Стену напротив окон украшал портрет в тяжелой музейной раме. На нем была изображена молодая дама в темном платье с закрытой грудью — почти совсем еще девочка. У нее была странно короткая прическа с мелкими кудряшками. Она держала двумя пальцами за черенок маленький желто-коричневый мандарин и улыбалась — и в этом была такая бездна порока, что Т. невольно нахмурился. Сначала он решил, что это какая-то средневековая испанская грандесса, но по широкой небрежности мазка догадался — перед ним не старинная работа, а стилизация. И только потом он узнал в женщине на портрете Аксинью.
Т. сразу же отвернулся.
Между выходящими на Фонтанку окнами — там, куда глядела улыбающаяся грандесса, — стену украшала коллекция дорогого охотничьего оружия: усыпанные камнями кинжалы и сабли висели вокруг отделанной слоновой костью двустволки, которая была так густо покрыта инкрустациями, что больше походила на яйцо Фаберже, чем на ружье.

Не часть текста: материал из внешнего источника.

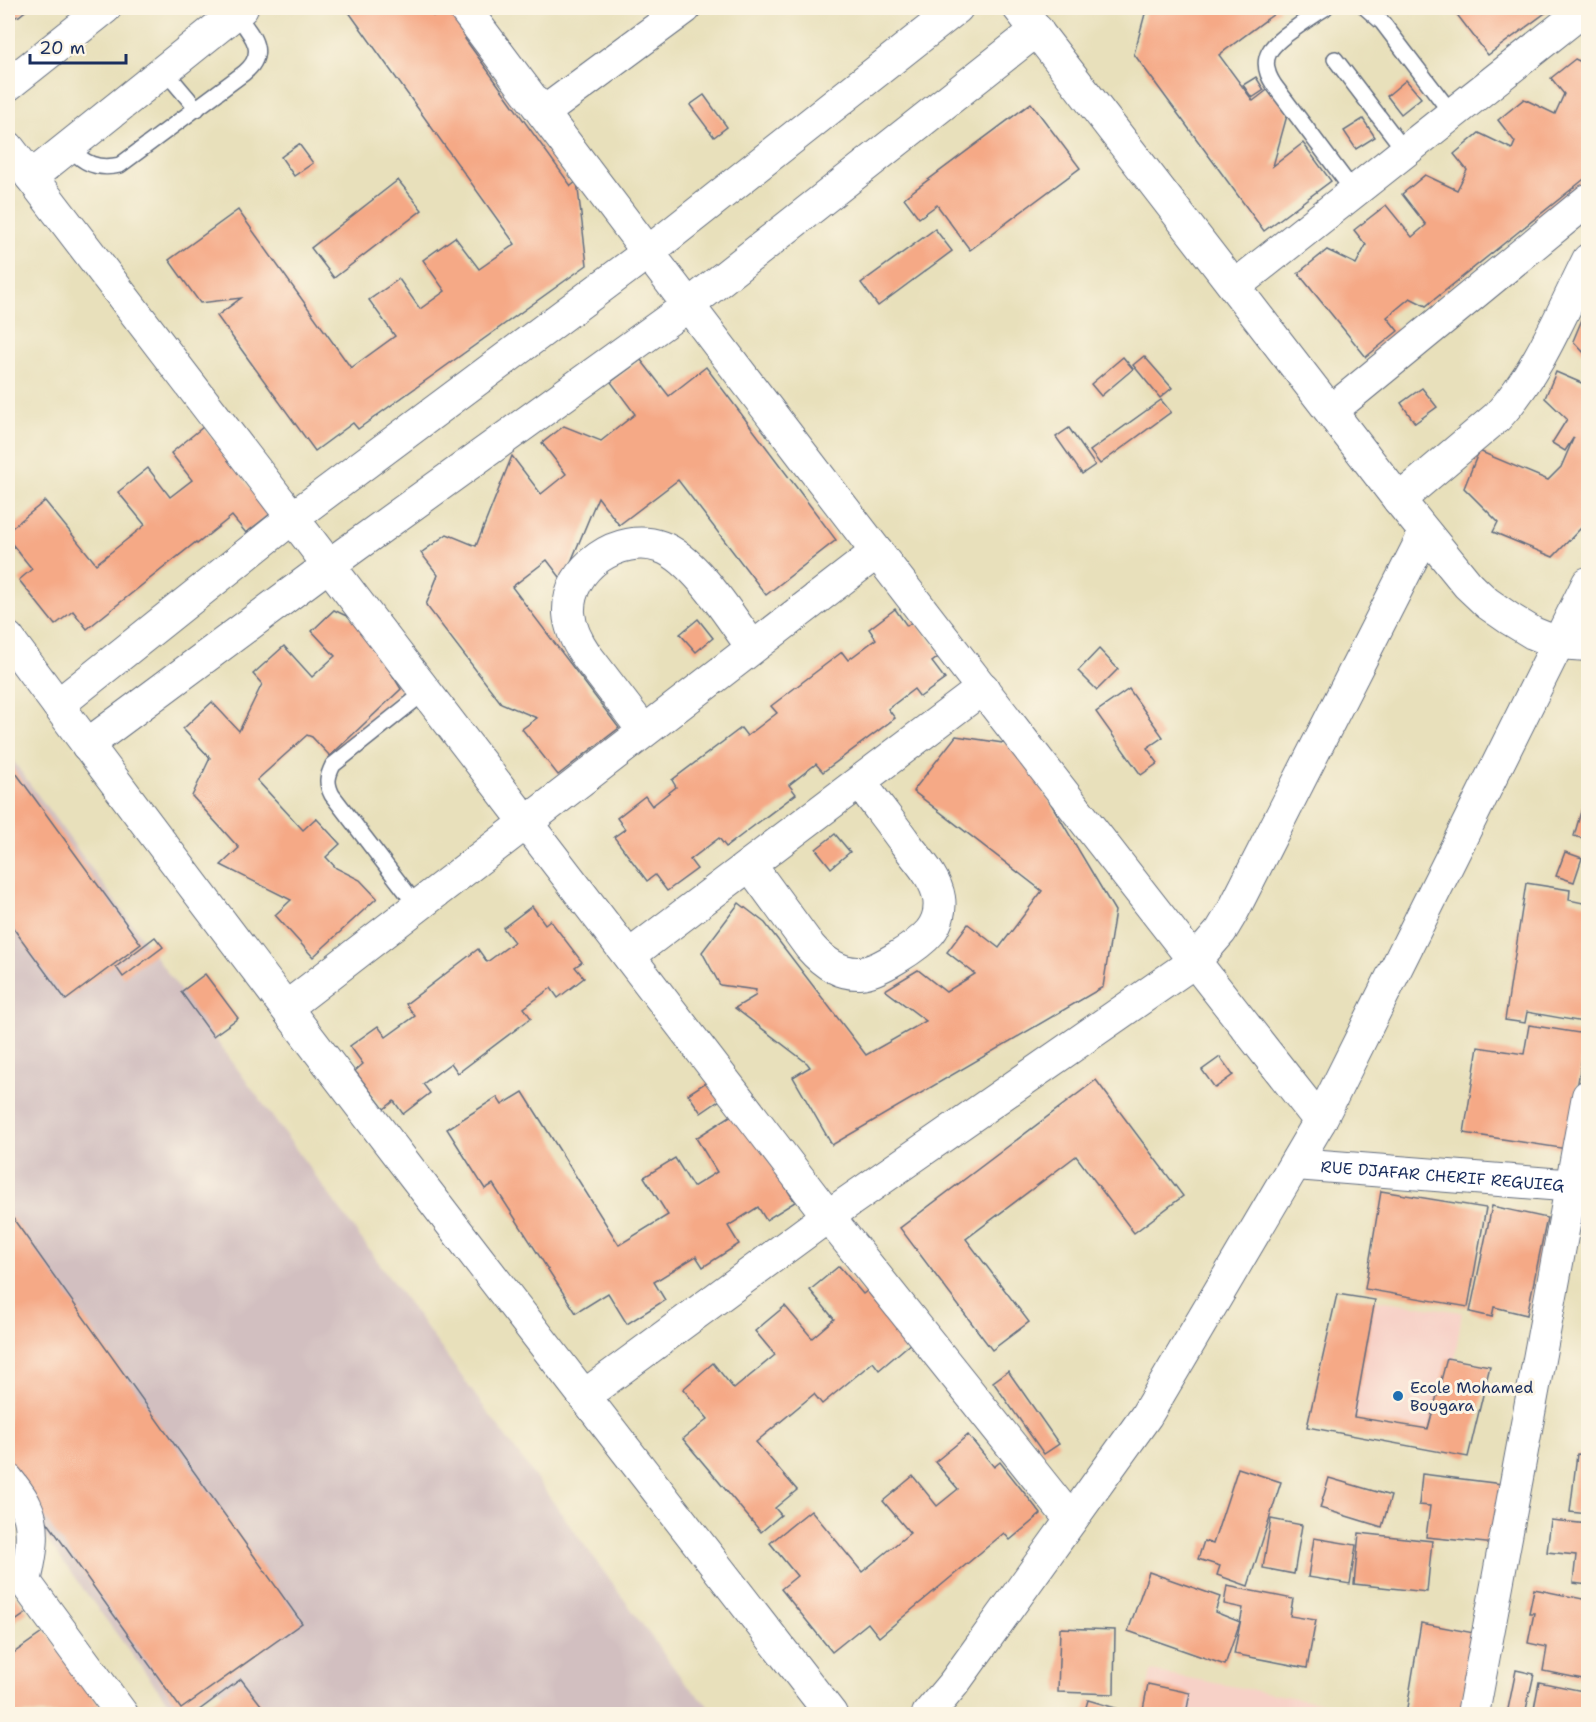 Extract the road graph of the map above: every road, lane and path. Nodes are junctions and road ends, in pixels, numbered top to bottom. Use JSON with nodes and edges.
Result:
{"nodes":[{"id":1,"x":105,"y":8,"type":"edge"},
{"id":2,"x":464,"y":8,"type":"edge"},
{"id":3,"x":684,"y":8,"type":"edge"},
{"id":4,"x":957,"y":8,"type":"edge"},
{"id":5,"x":1325,"y":8,"type":"edge"},
{"id":6,"x":1366,"y":8,"type":"edge"},
{"id":7,"x":239,"y":10,"type":"edge"},
{"id":8,"x":1028,"y":19,"type":"edge"},
{"id":9,"x":1578,"y":19,"type":"edge"},
{"id":10,"x":1335,"y":59,"type":"dead end"},
{"id":11,"x":164,"y":70,"type":"junction"},
{"id":12,"x":8,"y":85,"type":"edge"},
{"id":13,"x":197,"y":109,"type":"junction"},
{"id":14,"x":543,"y":113,"type":"junction"},
{"id":15,"x":1452,"y":114,"type":"junction"},
{"id":16,"x":8,"y":147,"type":"edge"},
{"id":17,"x":70,"y":147,"type":"junction"},
{"id":18,"x":1405,"y":151,"type":"junction"},
{"id":19,"x":31,"y":177,"type":"junction"},
{"id":20,"x":1354,"y":192,"type":"junction"},
{"id":21,"x":1588,"y":200,"type":"edge"},
{"id":22,"x":647,"y":253,"type":"junction"},
{"id":23,"x":1588,"y":260,"type":"edge"},
{"id":24,"x":1235,"y":286,"type":"junction"},
{"id":25,"x":689,"y":305,"type":"junction"},
{"id":26,"x":1331,"y":411,"type":"junction"},
{"id":27,"x":1399,"y":500,"type":"junction"},
{"id":28,"x":292,"y":518,"type":"junction"},
{"id":29,"x":1425,"y":532,"type":"junction"},
{"id":30,"x":877,"y":552,"type":"junction"},
{"id":31,"x":328,"y":565,"type":"junction"},
{"id":32,"x":1588,"y":583,"type":"edge"},
{"id":33,"x":8,"y":638,"type":"edge"},
{"id":34,"x":1573,"y":644,"type":"edge"},
{"id":35,"x":752,"y":647,"type":"junction"},
{"id":36,"x":983,"y":688,"type":"junction"},
{"id":37,"x":426,"y":691,"type":"junction"},
{"id":38,"x":57,"y":705,"type":"junction"},
{"id":39,"x":644,"y":730,"type":"junction"},
{"id":40,"x":87,"y":745,"type":"junction"},
{"id":41,"x":860,"y":782,"type":"junction"},
{"id":42,"x":525,"y":821,"type":"junction"},
{"id":43,"x":750,"y":866,"type":"junction"},
{"id":44,"x":417,"y":906,"type":"junction"},
{"id":45,"x":629,"y":956,"type":"junction"},
{"id":46,"x":1195,"y":961,"type":"junction"},
{"id":47,"x":286,"y":1007,"type":"junction"},
{"id":48,"x":1588,"y":1096,"type":"edge"},
{"id":49,"x":1320,"y":1121,"type":"junction"},
{"id":50,"x":1296,"y":1164,"type":"junction"},
{"id":51,"x":1580,"y":1187,"type":"edge"},
{"id":52,"x":828,"y":1216,"type":"junction"},
{"id":53,"x":584,"y":1396,"type":"junction"},
{"id":54,"x":8,"y":1480,"type":"edge"},
{"id":55,"x":1071,"y":1520,"type":"junction"},
{"id":56,"x":16,"y":1578,"type":"edge"},
{"id":57,"x":122,"y":1714,"type":"edge"},
{"id":58,"x":831,"y":1714,"type":"edge"},
{"id":59,"x":928,"y":1714,"type":"edge"},
{"id":60,"x":1473,"y":1714,"type":"edge"}],
"edges":[{"from":1,"to":12,"type":"street"},
{"from":2,"to":14,"type":"street"},
{"from":3,"to":14,"type":"street"},
{"from":4,"to":22,"type":"street"},
{"from":5,"to":20,"type":"lane"},
{"from":6,"to":15,"type":"lane"},
{"from":7,"to":11,"type":"street"},
{"from":7,"to":13,"type":"lane"},
{"from":8,"to":24,"type":"street"},
{"from":8,"to":25,"type":"street"},
{"from":9,"to":15,"type":"street"},
{"from":10,"to":18,"type":"lane"},
{"from":11,"to":13,"type":"lane"},
{"from":11,"to":17,"type":"street"},
{"from":13,"to":17,"type":"lane"},
{"from":14,"to":22,"type":"street"},
{"from":15,"to":18,"type":"street"},
{"from":16,"to":19,"type":"street"},
{"from":17,"to":19,"type":"street"},
{"from":18,"to":20,"type":"street"},
{"from":19,"to":28,"type":"street"},
{"from":20,"to":24,"type":"street"},
{"from":21,"to":26,"type":"street"},
{"from":22,"to":25,"type":"street"},
{"from":22,"to":28,"type":"street"},
{"from":23,"to":27,"type":"street"},
{"from":24,"to":26,"type":"street"},
{"from":25,"to":30,"type":"street"},
{"from":25,"to":31,"type":"street"},
{"from":26,"to":27,"type":"street"},
{"from":27,"to":29,"type":"street"},
{"from":28,"to":31,"type":"street"},
{"from":28,"to":38,"type":"street"},
{"from":29,"to":34,"type":"street"},
{"from":29,"to":46,"type":"street"},
{"from":30,"to":35,"type":"street"},
{"from":30,"to":36,"type":"street"},
{"from":31,"to":37,"type":"street"},
{"from":31,"to":40,"type":"street"},
{"from":32,"to":34,"type":"street"},
{"from":33,"to":38,"type":"street"},
{"from":34,"to":49,"type":"street"},
{"from":35,"to":39,"type":"street"},
{"from":35,"to":39,"type":"street"},
{"from":36,"to":41,"type":"street"},
{"from":36,"to":46,"type":"street"},
{"from":37,"to":42,"type":"street"},
{"from":37,"to":44,"type":"lane"},
{"from":38,"to":40,"type":"street"},
{"from":39,"to":42,"type":"street"},
{"from":40,"to":47,"type":"street"},
{"from":41,"to":43,"type":"street"},
{"from":41,"to":43,"type":"street"},
{"from":42,"to":44,"type":"street"},
{"from":42,"to":45,"type":"street"},
{"from":43,"to":45,"type":"street"},
{"from":44,"to":47,"type":"street"},
{"from":45,"to":52,"type":"street"},
{"from":46,"to":49,"type":"street"},
{"from":46,"to":52,"type":"street"},
{"from":47,"to":53,"type":"street"},
{"from":48,"to":51,"type":"street"},
{"from":49,"to":50,"type":"street"},
{"from":50,"to":51,"type":"street","name":"RUE DJAFAR CHERIF REGUIEG"},
{"from":50,"to":55,"type":"street"},
{"from":51,"to":60,"type":"street"},
{"from":52,"to":53,"type":"street"},
{"from":52,"to":55,"type":"street"},
{"from":53,"to":58,"type":"street"},
{"from":54,"to":56,"type":"street"},
{"from":55,"to":59,"type":"street"},
{"from":56,"to":57,"type":"street"}]}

— Присаживайтесь, — развязно сказал Ариэль. — Как вам? Годится помещение для беседы с творцом?
Т. сел к столу.
— Скажите, а эта зала существовала, когда дверь была заперта? — спросил он. — Я имею в виду, портрет,
оружие, вся обстановка?— Сложный вопрос, — ухмыльнулся Ариэль. — И да, и нет.
— Как так?
— Ваш мир создается энергией моего внимания. Я проявляю интерес к детали, и эта деталь возникает. Поэтому можно сказать, что до нашей встречи комнаты не было. С другой стороны, все составляющие ее элементы присутствовали в моем божественном разуме. Поэтому в некотором предвосхитительном смысле эта комната существовала уже тогда, когда вы начали мучить бедное животное. Но оставьте это теологам...
Ариэль подошел к буфету, открыл дверцу и достал поднос, на который поставил бутылку водки — причем Т. показалось, что в этом движении было какое-то фокусничество и подмена, словно Ариэль на самом деле принес водку с собой, и теперь просто ловко вытащил ее из-под хламиды.
— Что будете пить? — спросил Ариэль. — Тут есть ликеры, коньяк.
— А можно без этого?
— Нельзя.
— Тогда давайте коньяк, — сказал Т. — Федор Михайлович говорил, помогает от радиации.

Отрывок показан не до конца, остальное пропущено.